O que confere tônica ao estado de necessidade é a existência de uma situação adversa que, no seu desenrolar, cria uma possibilidade imediata de risco a bem jurídico do agente. Este, então, premido e pressionado por circunstâncias desfavoráveis, se vê na contingência de agir, sacrificando interesse alheio, ou de suportar uma lesão ao próprio direito.

O fundamento jurídico do estado de necessidade reside no conflito de interesses que uma adversidade atual faz nascer. Diante da situação de perigo que se descortina, o sujeito ativo, movido pelo instinto de conservação, é compelido a atuar para preservar o próprio bem jurídico, ainda que à custa da violação do direito de outrem.

O fato típico acaba sendo perpetrado por força e pressão destas circunstâncias desfavoráveis.

Em casos desse jaez, crível é que o Direito não poderia exigir atos de renúncia, heroismo ou bravura, impondo, pela exigência de extraordinária coragem e altruísmo puro, comando impossível de ser cumprido pelos cidadãos, posto que, por vibrar com maior força o instinto de conservação, haveria natural e instintiva resistência à imperatividade do preceito legal.

Não fosse assim, e o Direito se colocaria em posição estranha aos sentimentos humanos e à própria realidade da vida. A solução imposta nada teria de justa e humana e estaria divorciada dos mais comezinhos princípios de criação da ciência jurídica.

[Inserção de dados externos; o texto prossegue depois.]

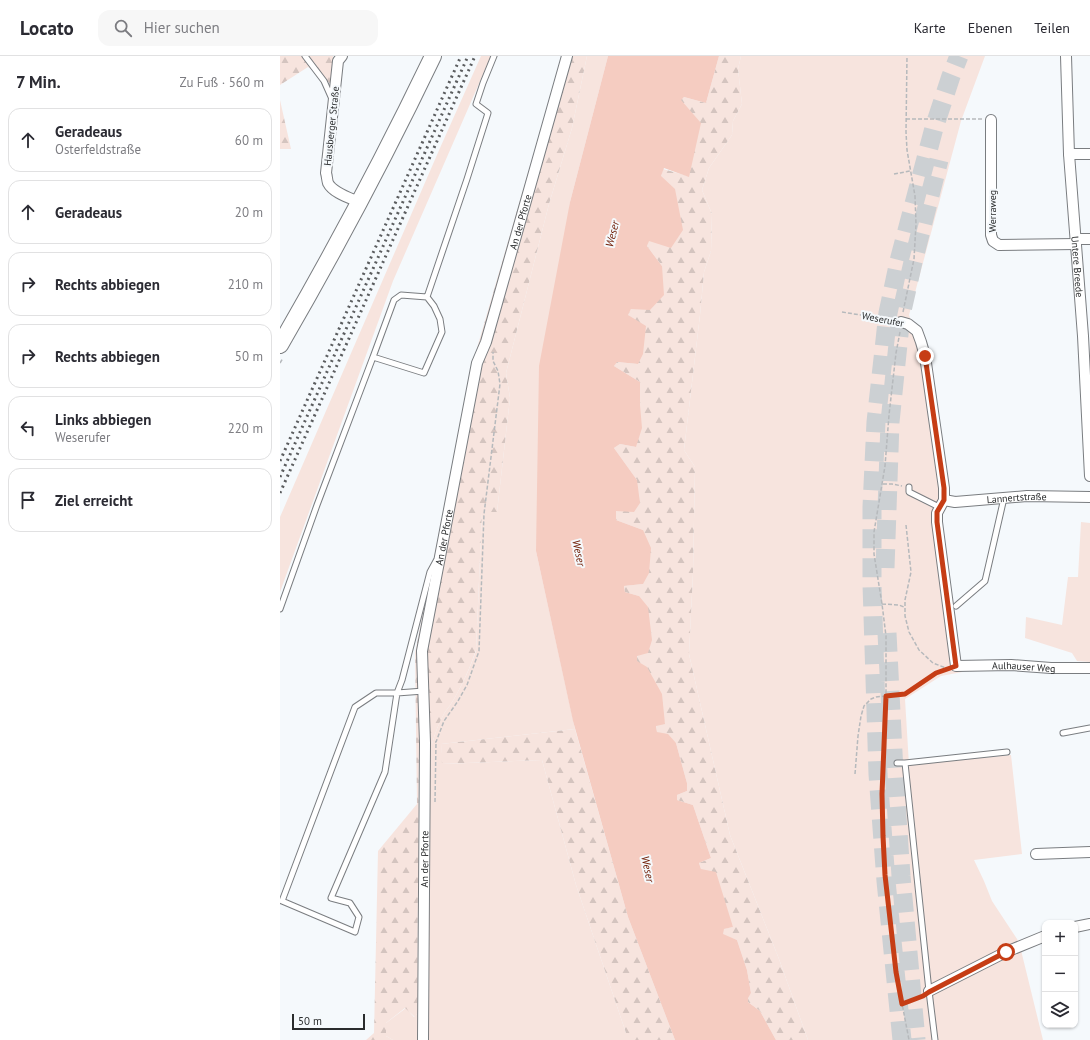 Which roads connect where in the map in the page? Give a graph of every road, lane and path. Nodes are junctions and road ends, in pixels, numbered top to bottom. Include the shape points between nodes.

Como observou Helmut Mayer, o que não pode ser razoavelmente exigido a um homem, não lhe pode ser imposto pelo direito positivo725, pois aqui, ressaltou Graf Zu Dohna, tem validade o adágio: quando o direito se atreve a penetrar profundamente na alma humana, com o propósito de elevar a heróis os homens comuns, floresce o farisaísmo726.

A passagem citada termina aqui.